News Briefs, May 2006
Bruce Craig, May 2006
On March 8, 2006, by a vote of 409 to 12, the U.S. House of Representatives granted approval to the secretary of the interior to designate President Bill Clinton's birthplace in Hope, Arkansas, as a National Historic Site, thus making it a unit of the National Park System. The legislation (H.R. 4192) was introduced by Representative Mike Ross (D-Ark.) with other members of the Arkansas congressional delegation on November 1 of last year. On November 16 the House Committee on Resources met and favorably reported the measure (H. Rept. 109-133) to the House by unanimous consent.
The legislation provides that the Hope residence located at 117 South Hervey Street will be established as a unit of the National Park Service and given the name the "President William Jefferson Clinton Birthplace Home National Historic Site" after the Clinton Birthplace Foundation donates the house and related property to the federal government. Figures provided by the National Park Service and the Congressional Budget Office estimate the costs of preparing and operating the site would be about $1 million a year.
National Park Service (NPS) insiders report that there was no contextual study to assess and compare the "suitability, feasibility, and historical significance" of this site with others associated with President Clinton. The NPS was not requested by the committee to comment on the proposal. NPS policy discourages designations of birthplaces as NPS units and instead favors designations of other sites more closely associated with a president's historical significance. Congressional supporters of the Clinton site maintain that "while there are numerous residences associated with Clinton, this property is the one most closely identified with his youth and early development." The designation also has the support of President Clinton.
After several days of active debate, on March 30, 2006, the House of Representatives concluded over three years of work and approved its version of the College Access and Opportunity Act (H.R. 609), legislation that serves as the House vehicle for a reauthorization of the Higher Education Act of 1965 (HEA).
The HEA reauthorization was approved by the House by a largely partisan vote of 221 to 199. In order to get the bill passed, lawmakers removed a controversial provision in the original bill that would have altered the formula the government uses to distribute funds to college and university student aid programs (for example, the Federal Work-Study and the Perkins Loan programs). Lawmakers also significantly weakened provisions designed to prod colleges to curb tuition and related fee increases.

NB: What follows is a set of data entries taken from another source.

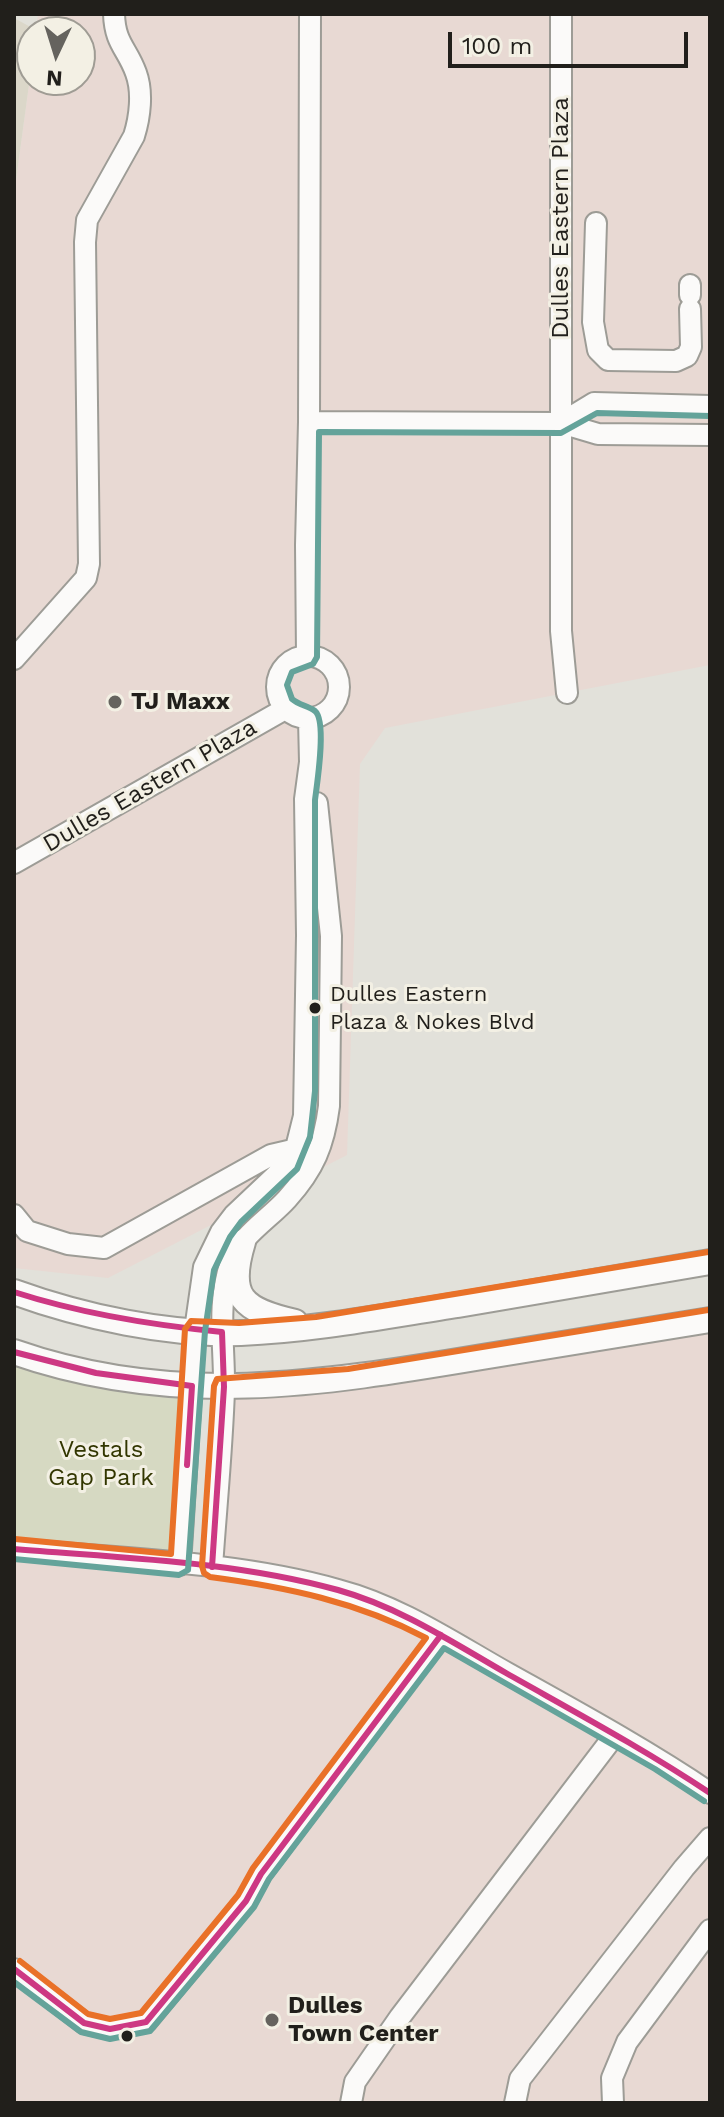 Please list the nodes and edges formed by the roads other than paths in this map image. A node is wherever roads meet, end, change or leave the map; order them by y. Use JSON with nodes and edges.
{"nodes":[{"id":1,"x":114,"y":14,"type":"edge"},
{"id":2,"x":310,"y":14,"type":"edge"},
{"id":3,"x":561,"y":14,"type":"edge"},
{"id":4,"x":596,"y":223,"type":"dead end"},
{"id":5,"x":690,"y":296,"type":"dead end"},
{"id":6,"x":710,"y":406,"type":"edge"},
{"id":7,"x":309,"y":422,"type":"junction"},
{"id":8,"x":561,"y":423,"type":"junction"},
{"id":9,"x":710,"y":435,"type":"edge"},
{"id":10,"x":307,"y":656,"type":"junction"},
{"id":11,"x":14,"y":659,"type":"edge"},
{"id":12,"x":567,"y":693,"type":"dead end"},
{"id":13,"x":285,"y":709,"type":"junction"},
{"id":14,"x":309,"y":719,"type":"junction"},
{"id":15,"x":310,"y":762,"type":"junction"},
{"id":16,"x":14,"y":863,"type":"edge"},
{"id":17,"x":296,"y":1148,"type":"junction"},
{"id":18,"x":321,"y":1151,"type":"junction"},
{"id":19,"x":14,"y":1215,"type":"edge"},
{"id":20,"x":243,"y":1242,"type":"junction"},
{"id":21,"x":710,"y":1262,"type":"edge"},
{"id":22,"x":14,"y":1292,"type":"edge"},
{"id":23,"x":707,"y":1322,"type":"edge"},
{"id":24,"x":317,"y":1327,"type":"junction"},
{"id":25,"x":195,"y":1330,"type":"junction"},
{"id":26,"x":222,"y":1332,"type":"junction"},
{"id":27,"x":14,"y":1352,"type":"edge"},
{"id":28,"x":192,"y":1386,"type":"junction"},
{"id":29,"x":224,"y":1387,"type":"junction"},
{"id":30,"x":14,"y":1549,"type":"edge"},
{"id":31,"x":180,"y":1565,"type":"junction"},
{"id":32,"x":212,"y":1567,"type":"junction"},
{"id":33,"x":441,"y":1635,"type":"junction"},
{"id":34,"x":614,"y":1736,"type":"junction"},
{"id":35,"x":710,"y":1793,"type":"edge"},
{"id":36,"x":710,"y":1838,"type":"edge"},
{"id":37,"x":710,"y":1930,"type":"edge"},
{"id":38,"x":14,"y":1969,"type":"edge"},
{"id":39,"x":351,"y":2103,"type":"edge"},
{"id":40,"x":515,"y":2103,"type":"edge"},
{"id":41,"x":613,"y":2103,"type":"edge"}],
"edges":[{"from":1,"to":11,"type":"street"},
{"from":2,"to":7,"type":"street"},
{"from":3,"to":8,"type":"street","name":"Dulles Eastern Plaza"},
{"from":4,"to":5,"type":"street"},
{"from":6,"to":8,"type":"street"},
{"from":7,"to":8,"type":"street"},
{"from":7,"to":10,"type":"street"},
{"from":8,"to":9,"type":"street"},
{"from":8,"to":12,"type":"street","name":"Dulles Eastern Plaza"},
{"from":10,"to":13,"type":"street","name":"Dulles Eastern Plaza"},
{"from":10,"to":14,"type":"street"},
{"from":13,"to":14,"type":"street","name":"Dulles Eastern Plaza"},
{"from":13,"to":16,"type":"street","name":"Dulles Eastern Plaza"},
{"from":14,"to":15,"type":"street"},
{"from":15,"to":17,"type":"street"},
{"from":15,"to":18,"type":"street"},
{"from":17,"to":18,"type":"street"},
{"from":17,"to":19,"type":"street"},
{"from":17,"to":25,"type":"street"},
{"from":18,"to":20,"type":"street"},
{"from":20,"to":24,"type":"main road"},
{"from":20,"to":26,"type":"street"},
{"from":21,"to":24,"type":"main road"},
{"from":22,"to":25,"type":"main road"},
{"from":23,"to":29,"type":"main road"},
{"from":24,"to":26,"type":"main road"},
{"from":25,"to":26,"type":"main road"},
{"from":25,"to":28,"type":"street"},
{"from":26,"to":29,"type":"street"},
{"from":27,"to":28,"type":"main road"},
{"from":28,"to":29,"type":"main road"},
{"from":28,"to":31,"type":"street"},
{"from":29,"to":32,"type":"street"},
{"from":30,"to":31,"type":"street"},
{"from":31,"to":32,"type":"street"},
{"from":32,"to":33,"type":"street"},
{"from":33,"to":34,"type":"street"},
{"from":33,"to":38,"type":"street"},
{"from":34,"to":35,"type":"street"},
{"from":34,"to":39,"type":"street"},
{"from":36,"to":40,"type":"street"},
{"from":37,"to":41,"type":"street"}]} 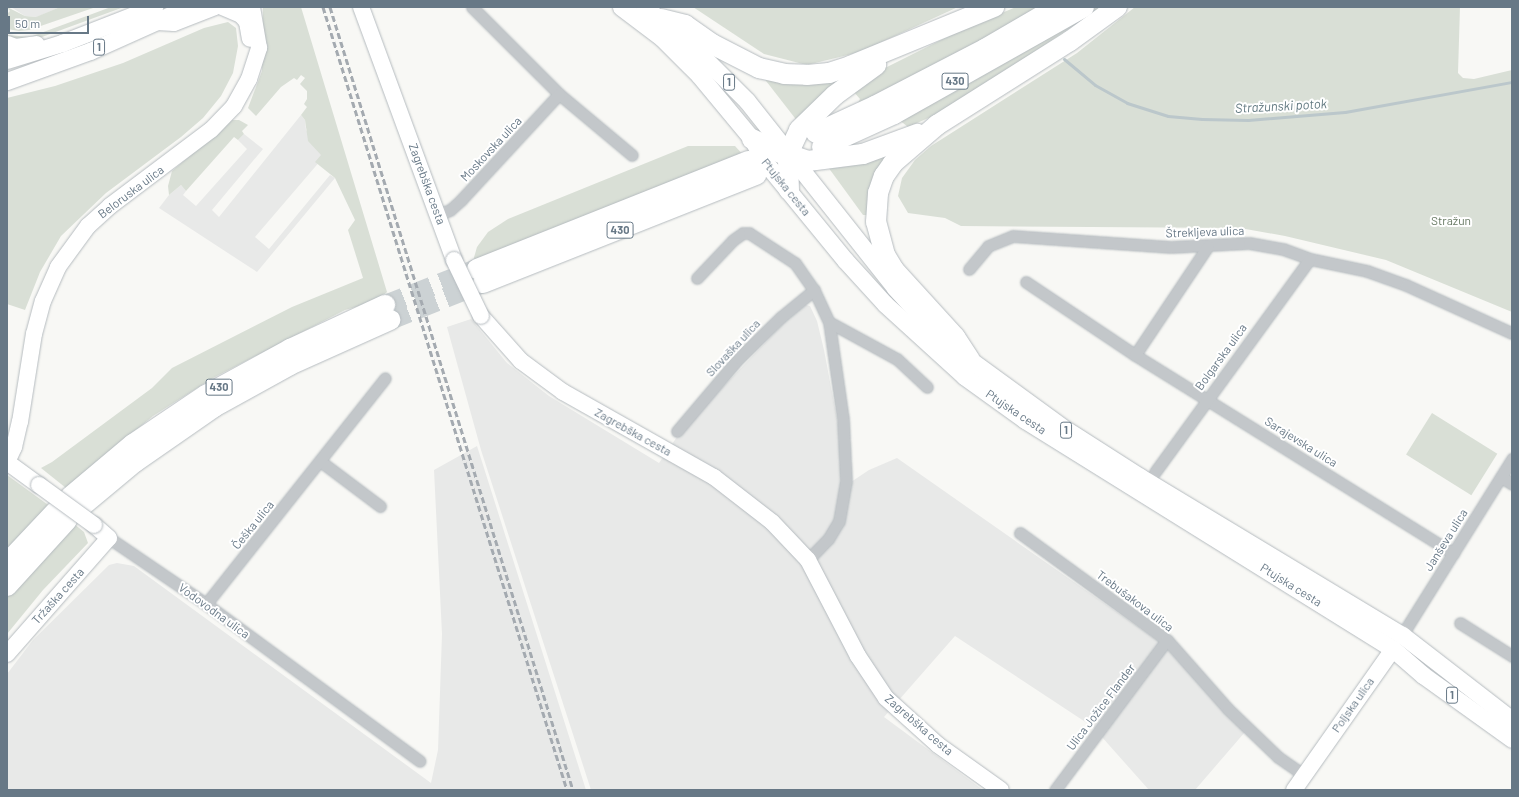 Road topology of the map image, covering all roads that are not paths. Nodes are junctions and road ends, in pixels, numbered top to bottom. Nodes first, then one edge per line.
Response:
1 (188, 7) edge
2 (215, 7) edge
3 (222, 7) edge
4 (252, 7) edge
5 (362, 7) edge
6 (472, 7) edge
7 (621, 7) edge
8 (644, 7) edge
9 (994, 7) edge
10 (1057, 7) edge
11 (1084, 7) edge
12 (1117, 7) edge
13 (155, 14) edge
14 (661, 19) junction
15 (924, 36) junction
16 (62, 43) junction
17 (7, 44) edge
18 (254, 58) junction
19 (7, 60) edge
20 (7, 81) edge
21 (559, 94) junction
22 (937, 125) junction
23 (752, 139) junction
24 (788, 154) junction
25 (632, 155) dead end
26 (752, 168) dead end
27 (789, 190) junction
28 (438, 215) junction
29 (1208, 246) junction
30 (1310, 259) junction
31 (969, 269) dead end
32 (480, 276) tunnel mouth
33 (697, 278) dead end
34 (1026, 282) dead end
35 (814, 290) junction
36 (388, 313) tunnel mouth
37 (829, 322) junction
38 (1512, 333) edge
39 (1135, 355) junction
40 (970, 360) junction
41 (385, 378) dead end
42 (927, 387) dead end
43 (1206, 398) junction
44 (677, 431) dead end
45 (1512, 459) edge
46 (320, 461) junction
47 (7, 462) edge
48 (1155, 472) dead end
49 (1501, 477) junction
50 (1512, 484) edge
51 (76, 502) dead end
52 (380, 506) dead end
53 (1020, 533) dead end
54 (109, 538) junction
55 (1453, 553) junction
56 (808, 560) junction
57 (7, 563) edge
58 (7, 586) edge
59 (206, 604) junction
60 (1460, 623) dead end
61 (1167, 640) junction
62 (1397, 642) junction
63 (7, 654) edge
64 (1512, 656) edge
65 (1512, 720) edge
66 (1512, 739) edge
67 (420, 760) dead end
68 (1304, 775) junction
69 (1001, 790) edge
70 (1055, 790) edge
71 (1294, 790) edge

1 - 13 main road, 1
2 - 13 street
3 - 18 street
4 - 18 street
5 - 28 street, Zagrebška cesta
6 - 21 street
7 - 23 main road, Ptujska cesta / 1
8 - 14 main road, Ptujska cesta / 1
9 - 15 highway
10 - 11 highway, 430
12 - 22 highway
13 - 16 main road, 1
13 - 20 main road, 1
14 - 15 highway
14 - 24 main road, Ptujska cesta / 1
15 - 24 highway
16 - 17 main road
16 - 19 main road, 1
18 - 47 street, Beloruska ulica
21 - 25 street
21 - 28 street, Moskovska ulica
22 - 24 highway
22 - 40 highway
23 - 24 highway
23 - 27 main road, Ptujska cesta / 1
24 - 27 highway
24 - 40 main road, Ptujska cesta / 1
26 - 32 highway, 430
27 - 62 main road, Ptujska cesta / 1
28 - 56 street, Zagrebška cesta, bridge
29 - 30 street, Štrekljeva ulica
29 - 31 street, Štrekljeva ulica
29 - 39 street
30 - 38 street, Štrekljeva ulica
30 - 43 street, Bolgarska ulica
33 - 35 street
34 - 39 street, Sarajevska ulica
35 - 37 street
35 - 44 street, Slovaška ulica
36 - 51 highway, 430
37 - 42 street
37 - 56 street
39 - 43 street, Sarajevska ulica
40 - 62 main road, Ptujska cesta / 1
41 - 46 street, Češka ulica
43 - 48 street, Bolgarska ulica
43 - 55 street, Sarajevska ulica
45 - 49 street, Janševa ulica
46 - 52 street
46 - 59 street, Češka ulica
47 - 54 street, Vodovodna ulica, bridge
49 - 50 street
49 - 55 street, Janševa ulica
53 - 61 street, Trebušakova ulica
54 - 59 street, Vodovodna ulica
54 - 63 street, Tržaška cesta
55 - 62 street, Janševa ulica
56 - 69 street, Zagrebška cesta
57 - 58 highway
59 - 67 street, Vodovodna ulica
60 - 64 street
61 - 68 street, Trebušakova ulica
61 - 70 street, Ulica Jožice Flander
62 - 65 main road, Ptujska cesta / 1
62 - 66 main road, Ptujska cesta / 1
62 - 68 street, Poljska ulica
68 - 71 street, Poljska ulica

Several proposed amendments advanced by Democrats were defeated, including an amendment designed to lower interest rates that borrowers are charged on student loans. A Republican-sponsored amendment that would have required colleges to submit a report to the Education Department on how colleges take "race" into account when making admission decisions was also defeated.
While the Senate version of the HEA reauthorization contains a provision that seeks to award three-year grants to institutions to establish or strengthen postsecondary academic programs focusing on Western civilization and American history, the House bill contains no similar program authorization.
On March 22, 2006, the National Coalition for History (NCH) hand-delivered a letter to Senate Homeland Security and Governmental Affairs Committee Chair Susan M. Collins renewing the history coalition's request made last year for the Senate to conduct general oversight hearings on the management, programs, and activities of the National Archives and Records Administration (NARA).
Both before and following the confirmation of Archivist of the United States Allen Weinstein last year, the coalition advanced to Collins's committee a request that a general oversight hearing be conducted. With the exception of Weinstein's hour-long confirmation hearing, it has now been over a decade since the Senate paid any attention to the operating programs under NARA's administration and jurisdiction. During his confirmation hearing, Weinstein welcomed the opportunity for the Senate to scrutinize NARA's program and, according to inside NARA sources, his attitude has not changed since then.
The letter, signed by NCH President and AHA Executive Director Arnita Jones, points out a number of issues that make a Senate hearing now especially timely. In addition to the issues mentioned in earlier requests—such as the concern over stolen documents and documents improperly handled by high government officials (most recently National Security Advisor Sandy Berger)—the letter also notes the need for a Senate investigation into the alarming "secret" reclassification program (which the archivist suspended, pending completion of an Information Security Oversight Office audit). The letter also points out the need for a progress report and a discussion of the long-term needs of the Electronic Records Archives project, discussion of administrative aspects of the Presidential Library system (including the recent agreement between NARA and the Nixon Library foundation), the need for scrutiny over the implementation of the Presidential Records Act, as well as the need to consider a proposal for a higher authorization for the National Historical Publications and Records Commission (NHPRC). All these, the letter states, are deserving of Senate's "scrutiny and serious consideration." NCH staff anticipate meeting with Senate staff to discuss the letter in the near future.